Poster C93, Sunday, March 26, 5:00 – 7:00 pm, Pacific Concourse
An electocorticography (ECoG) study of memory formation in children
Qin Yin1, Lingfei Tang1, Mo Malik1, Andrea Shafer1, David Chen1, Eishi Asano1,2, Noa Ofen1; 1Wayne State University, 2Children's Hospital of Michigan
Evidence from non-invasive neuroimaging methods has shown that episodic memory formation in children is supported by activity in the medial temporal lobes (MTL) and lateral prefrontal cortex (PFC), with the latter having a protracted functional development compared to the former. Intracranial EEG, also referred as ECoG, provides novel and exciting opportunities to investigate the temporo-spatial dynamics of neural activities for memory formation. Recent ECoG studies have shown increased power in theta (4-7 Hz) and gamma (30-150 Hz) bands. Here, we tested 12 epilepsy participants (aged 6-17) who underwent extraoperative ECoG as part of clinical management.
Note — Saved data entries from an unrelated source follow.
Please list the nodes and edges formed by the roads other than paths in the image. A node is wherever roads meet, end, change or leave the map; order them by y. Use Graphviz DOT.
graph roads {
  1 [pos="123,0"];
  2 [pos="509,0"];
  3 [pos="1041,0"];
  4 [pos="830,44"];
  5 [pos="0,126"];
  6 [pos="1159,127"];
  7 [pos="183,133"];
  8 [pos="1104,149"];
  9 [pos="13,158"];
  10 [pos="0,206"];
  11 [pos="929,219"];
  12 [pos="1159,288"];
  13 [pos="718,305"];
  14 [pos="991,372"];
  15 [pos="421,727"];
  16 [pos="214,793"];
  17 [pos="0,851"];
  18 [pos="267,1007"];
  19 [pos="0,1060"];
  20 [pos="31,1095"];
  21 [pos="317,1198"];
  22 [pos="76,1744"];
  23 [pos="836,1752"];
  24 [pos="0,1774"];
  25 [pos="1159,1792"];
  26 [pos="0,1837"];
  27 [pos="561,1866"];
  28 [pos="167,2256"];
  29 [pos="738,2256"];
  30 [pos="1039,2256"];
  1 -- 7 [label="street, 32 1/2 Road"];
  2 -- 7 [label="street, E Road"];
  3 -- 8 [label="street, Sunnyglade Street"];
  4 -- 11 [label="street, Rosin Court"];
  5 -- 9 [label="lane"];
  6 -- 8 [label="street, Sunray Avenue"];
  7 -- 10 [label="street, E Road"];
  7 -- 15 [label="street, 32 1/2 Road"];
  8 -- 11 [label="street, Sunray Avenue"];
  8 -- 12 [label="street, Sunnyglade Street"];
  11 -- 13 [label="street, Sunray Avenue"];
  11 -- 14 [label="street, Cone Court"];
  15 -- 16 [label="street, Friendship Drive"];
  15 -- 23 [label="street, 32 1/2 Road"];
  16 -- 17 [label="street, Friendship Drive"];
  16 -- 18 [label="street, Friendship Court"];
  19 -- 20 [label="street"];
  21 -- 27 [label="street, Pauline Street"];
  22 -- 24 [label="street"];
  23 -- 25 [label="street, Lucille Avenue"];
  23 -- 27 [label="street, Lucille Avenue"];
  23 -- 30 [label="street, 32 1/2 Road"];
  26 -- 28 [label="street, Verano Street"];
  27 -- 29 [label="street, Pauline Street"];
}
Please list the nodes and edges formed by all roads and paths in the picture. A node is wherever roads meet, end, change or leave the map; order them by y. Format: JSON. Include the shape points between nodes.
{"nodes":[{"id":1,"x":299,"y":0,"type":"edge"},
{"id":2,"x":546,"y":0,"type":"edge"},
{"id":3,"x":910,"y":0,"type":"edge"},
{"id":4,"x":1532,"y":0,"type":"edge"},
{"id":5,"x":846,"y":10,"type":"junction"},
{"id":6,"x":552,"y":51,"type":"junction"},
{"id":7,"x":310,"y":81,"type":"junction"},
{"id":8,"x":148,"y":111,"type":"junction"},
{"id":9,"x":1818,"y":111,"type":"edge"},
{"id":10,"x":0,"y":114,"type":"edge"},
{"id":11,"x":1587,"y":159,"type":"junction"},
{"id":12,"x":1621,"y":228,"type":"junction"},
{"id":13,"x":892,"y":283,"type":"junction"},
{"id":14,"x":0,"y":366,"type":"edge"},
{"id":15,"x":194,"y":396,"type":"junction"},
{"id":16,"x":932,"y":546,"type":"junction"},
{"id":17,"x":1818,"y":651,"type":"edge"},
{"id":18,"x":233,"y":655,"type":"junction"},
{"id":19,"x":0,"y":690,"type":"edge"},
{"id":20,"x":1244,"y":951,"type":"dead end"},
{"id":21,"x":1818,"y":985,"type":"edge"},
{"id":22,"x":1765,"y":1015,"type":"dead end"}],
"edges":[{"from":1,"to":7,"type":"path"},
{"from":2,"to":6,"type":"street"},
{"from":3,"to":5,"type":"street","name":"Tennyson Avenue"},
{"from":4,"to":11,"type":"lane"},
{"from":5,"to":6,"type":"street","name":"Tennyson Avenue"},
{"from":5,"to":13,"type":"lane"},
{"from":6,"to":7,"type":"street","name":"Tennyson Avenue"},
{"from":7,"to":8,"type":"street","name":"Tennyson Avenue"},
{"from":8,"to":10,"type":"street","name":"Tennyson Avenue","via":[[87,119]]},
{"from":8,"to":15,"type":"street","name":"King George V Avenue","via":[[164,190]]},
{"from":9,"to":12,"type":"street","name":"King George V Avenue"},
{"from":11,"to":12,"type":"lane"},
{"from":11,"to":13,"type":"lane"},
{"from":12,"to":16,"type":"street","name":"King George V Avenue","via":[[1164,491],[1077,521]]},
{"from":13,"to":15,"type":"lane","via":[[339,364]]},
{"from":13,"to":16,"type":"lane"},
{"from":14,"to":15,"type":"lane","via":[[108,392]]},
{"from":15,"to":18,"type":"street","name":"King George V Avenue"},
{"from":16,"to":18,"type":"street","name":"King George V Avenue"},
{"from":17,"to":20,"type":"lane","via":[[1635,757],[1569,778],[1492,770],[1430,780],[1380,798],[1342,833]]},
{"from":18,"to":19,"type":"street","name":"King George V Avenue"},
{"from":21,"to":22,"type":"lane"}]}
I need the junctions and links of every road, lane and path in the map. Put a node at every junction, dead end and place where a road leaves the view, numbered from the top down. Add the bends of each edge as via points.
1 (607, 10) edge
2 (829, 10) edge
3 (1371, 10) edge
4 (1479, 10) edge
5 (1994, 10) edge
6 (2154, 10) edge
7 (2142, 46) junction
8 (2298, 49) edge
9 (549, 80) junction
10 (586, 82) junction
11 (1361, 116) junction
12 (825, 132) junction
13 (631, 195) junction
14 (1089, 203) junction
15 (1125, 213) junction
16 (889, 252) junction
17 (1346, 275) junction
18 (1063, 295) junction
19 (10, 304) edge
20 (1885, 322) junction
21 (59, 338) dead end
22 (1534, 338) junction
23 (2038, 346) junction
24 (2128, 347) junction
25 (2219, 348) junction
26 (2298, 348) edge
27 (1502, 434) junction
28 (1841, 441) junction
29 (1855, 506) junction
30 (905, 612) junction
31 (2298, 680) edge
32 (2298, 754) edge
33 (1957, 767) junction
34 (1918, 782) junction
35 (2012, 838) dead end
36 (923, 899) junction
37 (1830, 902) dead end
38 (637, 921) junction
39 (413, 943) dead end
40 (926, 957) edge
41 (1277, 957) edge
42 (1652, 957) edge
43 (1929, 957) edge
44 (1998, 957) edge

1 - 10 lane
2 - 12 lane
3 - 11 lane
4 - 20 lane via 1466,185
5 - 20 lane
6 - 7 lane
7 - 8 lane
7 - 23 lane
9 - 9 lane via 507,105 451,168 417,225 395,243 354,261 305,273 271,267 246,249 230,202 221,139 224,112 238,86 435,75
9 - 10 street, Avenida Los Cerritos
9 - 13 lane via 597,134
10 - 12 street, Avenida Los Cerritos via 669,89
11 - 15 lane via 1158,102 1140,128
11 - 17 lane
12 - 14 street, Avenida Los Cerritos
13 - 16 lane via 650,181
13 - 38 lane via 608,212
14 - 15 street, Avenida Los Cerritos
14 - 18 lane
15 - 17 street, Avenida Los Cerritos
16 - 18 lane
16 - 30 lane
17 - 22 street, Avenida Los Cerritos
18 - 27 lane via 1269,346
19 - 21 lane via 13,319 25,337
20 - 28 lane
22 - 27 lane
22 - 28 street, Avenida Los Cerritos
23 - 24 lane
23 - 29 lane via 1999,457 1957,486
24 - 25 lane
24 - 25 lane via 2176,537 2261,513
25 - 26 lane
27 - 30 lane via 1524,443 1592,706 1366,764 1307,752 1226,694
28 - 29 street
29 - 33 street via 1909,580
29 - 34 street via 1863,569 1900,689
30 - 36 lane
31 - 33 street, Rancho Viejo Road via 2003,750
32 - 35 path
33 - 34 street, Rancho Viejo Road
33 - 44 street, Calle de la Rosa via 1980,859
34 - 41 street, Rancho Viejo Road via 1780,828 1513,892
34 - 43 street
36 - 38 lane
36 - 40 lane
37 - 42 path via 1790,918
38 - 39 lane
Participants studied pictures of indoor and outdoor scenes, and were informed that their memory of the scenes would be tested in a following recognition test. Data were recorded using a 192-channel digital system with platinum grid and strip electrodes. We examined changes in theta power for subsequently remembered vs. forgotten scenes in surface electrodes placed on MTL and lateral PFC. Event-related spectral changes were determined through wavelet time-frequency decomposition for 2500 ms pre- to 1000 ms post-response onset. Preliminary analysis showed that successful memory formation was associated with an early decrease followed by later increase in theta in both MTL and lateral PFC. Interestingly, the increased theta power occurred to the posterior MTL before the response and to the anterior MTL afterward. Additional analyses will examine the temporo-spatial dynamics in gamma band frequency as well as cross frequency coupling. Our findings will yield a deeper understanding of the electrophysiological mechanisms underlying memory development.